Самые ранние опыты Чехова – сотрудника «малой прессы» – почти не попали в сферу внимания критики. Отзывы на его сборники «Пестрые рассказы» (1886) и даже «В сумерках» (1887) – единичны. Пристальное внимание критика обратила на него тогда, когда он стал печататься в толстых журналах. 1888 год – год дебюта в «Северном вестнике» – собрал статей и рецензий о Чехове больше, чем все предшествовавшие восемь лет его литературной работы (включая отзывы о театральных постановках).

Но к этому времени уже сложились основные черты его художественной манеры. Широкая критика, таким образом, получила ее сразу почти в «готовом виде», ее становления она не наблюдала.

Тем острее почувствовалась новизна этой манеры, ее отличие от литературной традиции – и это предопределило отрицательный или учительный тон большинства отзывов первых лет[127].

Эта новизна осознавалась критикой или как наследство юмористического прошлого, которое необходимо изжить, или как литературное неумение, или как сознательное нарушение общепринятых литературных правил.

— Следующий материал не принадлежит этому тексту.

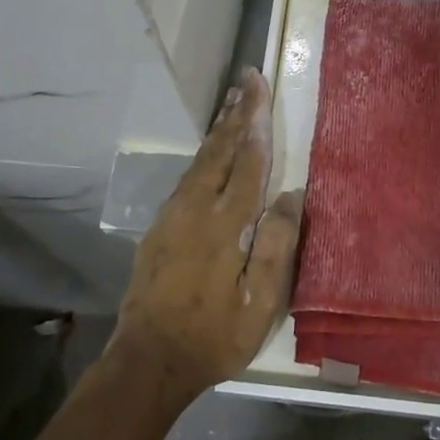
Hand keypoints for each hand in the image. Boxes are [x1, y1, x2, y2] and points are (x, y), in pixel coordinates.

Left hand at [109, 68, 302, 403]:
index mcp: (224, 224)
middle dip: (235, 113)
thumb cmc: (214, 336)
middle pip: (219, 150)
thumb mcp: (260, 303)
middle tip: (245, 79)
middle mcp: (195, 209)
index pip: (247, 162)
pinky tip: (209, 153)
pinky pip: (187, 179)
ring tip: (231, 103)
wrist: (148, 360)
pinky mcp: (159, 229)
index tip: (259, 89)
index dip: (256, 123)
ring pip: (199, 161)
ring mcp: (172, 217)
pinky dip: (203, 155)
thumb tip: (291, 195)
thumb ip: (277, 246)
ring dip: (218, 130)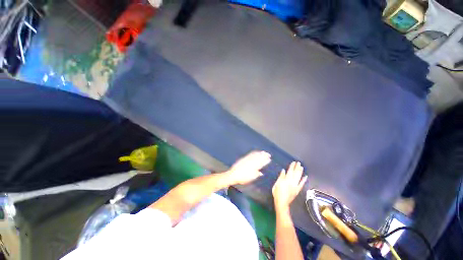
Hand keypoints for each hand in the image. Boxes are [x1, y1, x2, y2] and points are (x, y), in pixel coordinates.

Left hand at [225, 151, 271, 184]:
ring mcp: (247, 160)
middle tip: (268, 154)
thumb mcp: (250, 179)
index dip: (265, 161)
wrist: (233, 174)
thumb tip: (261, 173)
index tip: (269, 159)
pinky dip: (254, 152)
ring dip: (260, 153)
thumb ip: (256, 175)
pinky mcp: (244, 158)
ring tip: (264, 152)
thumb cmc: (242, 178)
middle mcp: (251, 163)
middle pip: (258, 158)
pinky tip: (256, 152)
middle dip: (264, 156)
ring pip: (255, 155)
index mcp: (253, 168)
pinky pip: (250, 154)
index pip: (261, 164)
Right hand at [272, 161, 306, 211]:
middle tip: (299, 163)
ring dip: (300, 172)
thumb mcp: (277, 184)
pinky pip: (301, 184)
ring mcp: (295, 186)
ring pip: (299, 177)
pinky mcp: (297, 190)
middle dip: (297, 168)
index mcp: (286, 180)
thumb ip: (281, 177)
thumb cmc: (277, 193)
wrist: (282, 202)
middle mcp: (292, 182)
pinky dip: (304, 180)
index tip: (293, 162)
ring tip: (301, 167)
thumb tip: (283, 170)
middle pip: (295, 173)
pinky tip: (305, 176)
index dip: (292, 166)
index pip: (290, 171)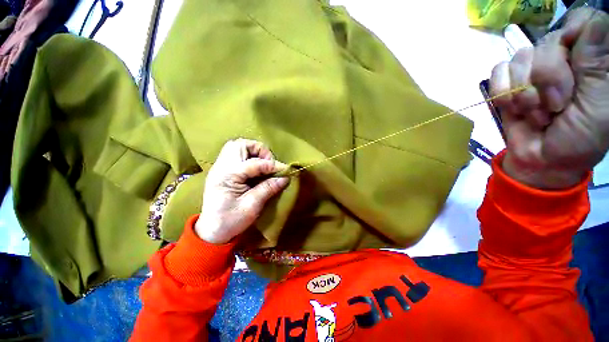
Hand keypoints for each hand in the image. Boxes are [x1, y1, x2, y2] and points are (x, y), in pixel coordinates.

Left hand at [195, 139, 289, 243]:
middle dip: (259, 151)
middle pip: (240, 144)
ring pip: (236, 146)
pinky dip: (248, 156)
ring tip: (263, 164)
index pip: (255, 163)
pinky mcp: (222, 170)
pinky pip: (235, 154)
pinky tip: (254, 168)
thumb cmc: (230, 221)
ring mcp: (220, 167)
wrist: (212, 230)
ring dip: (253, 151)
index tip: (286, 170)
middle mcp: (221, 167)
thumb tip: (285, 177)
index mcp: (228, 176)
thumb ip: (268, 189)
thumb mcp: (252, 206)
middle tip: (269, 164)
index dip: (273, 165)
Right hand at [490, 8, 608, 188]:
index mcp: (591, 61)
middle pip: (548, 42)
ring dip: (524, 91)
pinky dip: (502, 91)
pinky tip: (512, 107)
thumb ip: (597, 64)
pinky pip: (497, 71)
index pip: (582, 22)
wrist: (541, 160)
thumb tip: (589, 24)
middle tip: (554, 107)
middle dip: (547, 78)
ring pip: (521, 57)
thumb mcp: (598, 105)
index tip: (574, 67)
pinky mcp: (508, 83)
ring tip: (535, 113)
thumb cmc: (578, 139)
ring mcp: (532, 70)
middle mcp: (563, 58)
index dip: (574, 37)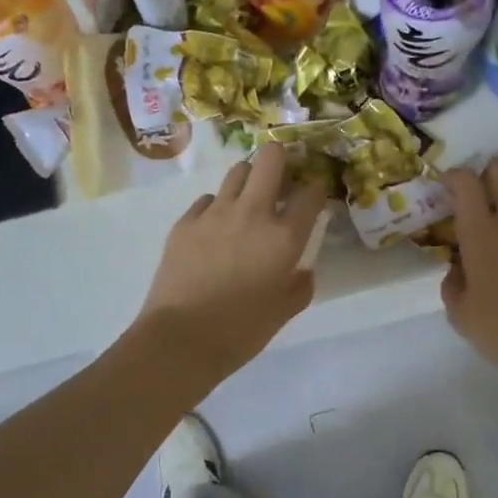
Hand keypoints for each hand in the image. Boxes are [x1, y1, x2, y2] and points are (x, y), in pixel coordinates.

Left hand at [135, 144, 331, 382]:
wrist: (181, 339)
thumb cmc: (241, 330)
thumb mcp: (284, 311)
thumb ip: (300, 285)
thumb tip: (302, 270)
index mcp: (284, 236)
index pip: (311, 192)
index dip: (317, 188)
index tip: (314, 196)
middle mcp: (252, 213)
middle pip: (271, 158)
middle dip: (282, 159)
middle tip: (282, 180)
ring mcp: (215, 213)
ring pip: (238, 171)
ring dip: (250, 179)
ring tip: (249, 201)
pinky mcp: (185, 222)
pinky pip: (207, 199)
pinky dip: (218, 206)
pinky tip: (217, 228)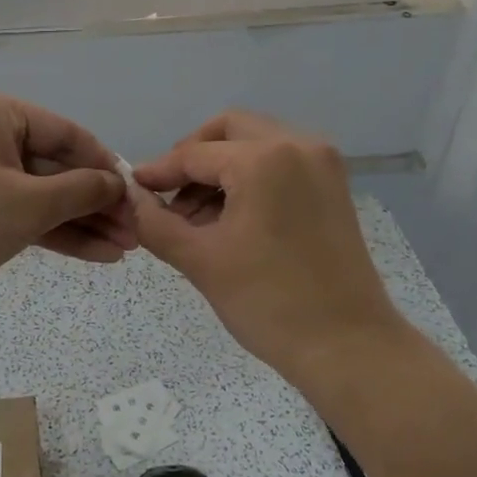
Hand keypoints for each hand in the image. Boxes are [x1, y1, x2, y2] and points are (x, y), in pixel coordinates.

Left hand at [0, 92, 134, 311]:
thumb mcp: (30, 202)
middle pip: (58, 169)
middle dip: (97, 203)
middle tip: (135, 231)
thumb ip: (81, 191)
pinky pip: (26, 216)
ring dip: (84, 222)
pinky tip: (98, 254)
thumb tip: (118, 185)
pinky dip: (58, 234)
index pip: (67, 134)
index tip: (136, 193)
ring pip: (44, 197)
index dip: (105, 165)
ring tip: (126, 249)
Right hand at [129, 110, 404, 388]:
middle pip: (229, 130)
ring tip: (197, 218)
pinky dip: (250, 178)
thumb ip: (154, 222)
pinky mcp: (333, 186)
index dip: (159, 171)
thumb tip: (129, 199)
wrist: (348, 346)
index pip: (195, 153)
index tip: (133, 189)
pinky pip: (280, 162)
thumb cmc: (268, 302)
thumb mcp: (200, 260)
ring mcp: (322, 164)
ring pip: (256, 143)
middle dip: (193, 158)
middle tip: (169, 195)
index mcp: (264, 158)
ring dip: (221, 168)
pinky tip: (231, 218)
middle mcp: (298, 145)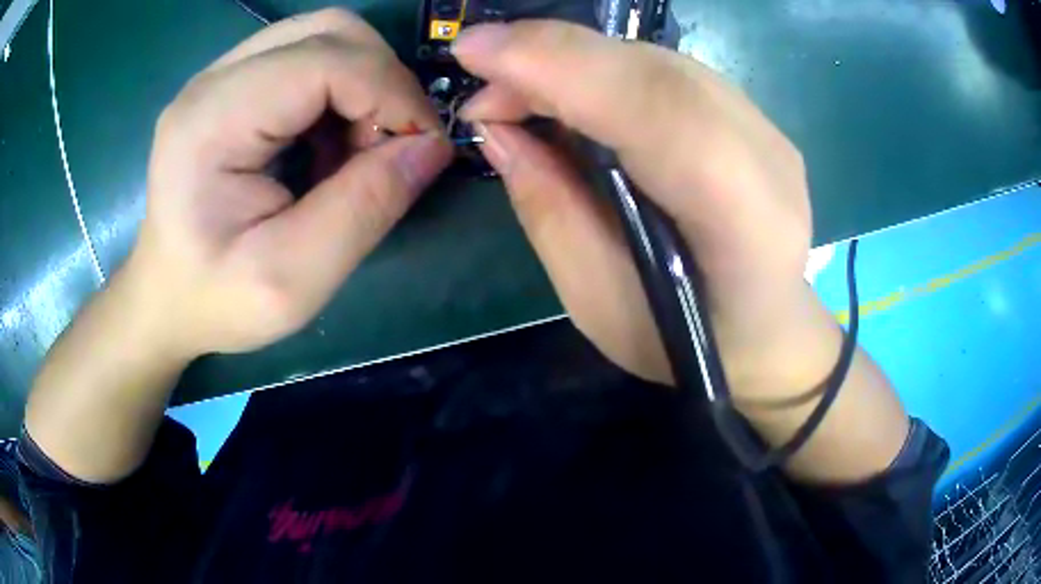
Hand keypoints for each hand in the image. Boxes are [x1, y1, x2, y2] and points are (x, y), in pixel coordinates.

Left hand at [25, 9, 452, 483]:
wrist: (165, 297)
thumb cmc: (216, 299)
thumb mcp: (293, 279)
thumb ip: (364, 209)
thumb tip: (432, 147)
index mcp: (211, 122)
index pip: (325, 60)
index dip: (391, 92)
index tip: (422, 147)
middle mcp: (213, 80)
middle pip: (329, 31)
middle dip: (380, 79)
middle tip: (387, 145)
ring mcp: (220, 76)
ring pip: (323, 37)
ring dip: (363, 83)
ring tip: (356, 148)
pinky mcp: (231, 85)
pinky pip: (307, 58)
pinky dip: (340, 92)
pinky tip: (328, 143)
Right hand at [452, 21, 811, 395]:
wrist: (768, 331)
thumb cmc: (686, 343)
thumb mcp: (601, 303)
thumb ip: (551, 212)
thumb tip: (499, 130)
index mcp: (745, 224)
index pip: (658, 111)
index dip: (562, 66)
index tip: (473, 50)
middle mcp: (767, 159)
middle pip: (655, 72)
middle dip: (552, 58)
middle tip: (484, 84)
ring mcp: (766, 129)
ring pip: (656, 61)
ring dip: (573, 61)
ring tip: (517, 94)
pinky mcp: (752, 116)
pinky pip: (666, 72)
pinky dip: (604, 69)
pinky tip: (569, 93)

«Г. Чехов <…> пренебрег литературной школой и литературными образцами авторитетов, упрекал его критик „Гражданина“, – пренебрег вкусами читающей публики (быть может, и дурными, но все же господствующими)»[128]. Как сформулировал общее мнение А. И. Введенский, все беды Чехова были в «его неуменье или нежеланье писать так, как требуется художественною теорией»[129].

В чем же видела критика это «пренебрежение литературными образцами» и «художественной теорией»? Приведем некоторые отзывы о Чехове после его дебюта в «Северном вестнике» – отзывы, выбранные из множества аналогичных (при этом будем иметь в виду, что критики говорили, конечно, не только о предметном мире, и потому приведенные здесь высказывания часто шире темы настоящей главы).

Нежелание входящего в «большую литературу» писателя следовать традиции критики видели прежде всего в «нецелесообразности» деталей в его произведениях, их «ненужности» для целого.

«Тургенев говорит, – писал критик „Еженедельного обозрения“, разбирая повесть „Степь“, – что каждая картина должна являться не случайною в повести, а составлять органически нераздельное с целым, так, чтобы отсечь ее было невозможно без ущерба. Между тем у г. Чехова несколько таких картин, которые могут быть урезаны без всякого ущерба для рассказа, например картина тонконогой бабы на бугре, ловля рыбы, в церкви, в лавке и др. За отсутствием их смысл нимало не изменяется, и все это, следовательно, лишний балласт…»[130]

«В своей коронной вещи „Степь“ г. Чехов показал себя виртуозом изобразительности, но не он здесь распоряжается пережитыми им впечатлениями, а эти впечатления сами увлекают его, нагромождаясь в непродуманные художественные конгломераты»[131].

«К картине, изображающей известное событие, нельзя припутывать детали из совершенно другой, посторонней картины. В этом только и состоит то, что называется художественною целостностью, – когда в художественном произведении нет ничего лишнего <…> и всякая частность занимает столько места, сколько нужно. Г. Чехов не всегда соблюдает это выгодное для впечатления правило, не обдумывает формы своих произведений»[132].

«Припомните другие рассказы г. Чехова. Не столь широкие и чуждые того эпического стиля, каким написана „Степь“, они столь же объективны, столь же отрывочно самостоятельны и подчас бесцельно подробны»[133].

С точки зрения соблюдения «художественных законов» Чехова сравнивали не только с признанными писателями, но и с его литературными сверстниками, которые в глазах критики имели в этом смысле перед Чеховым большое преимущество.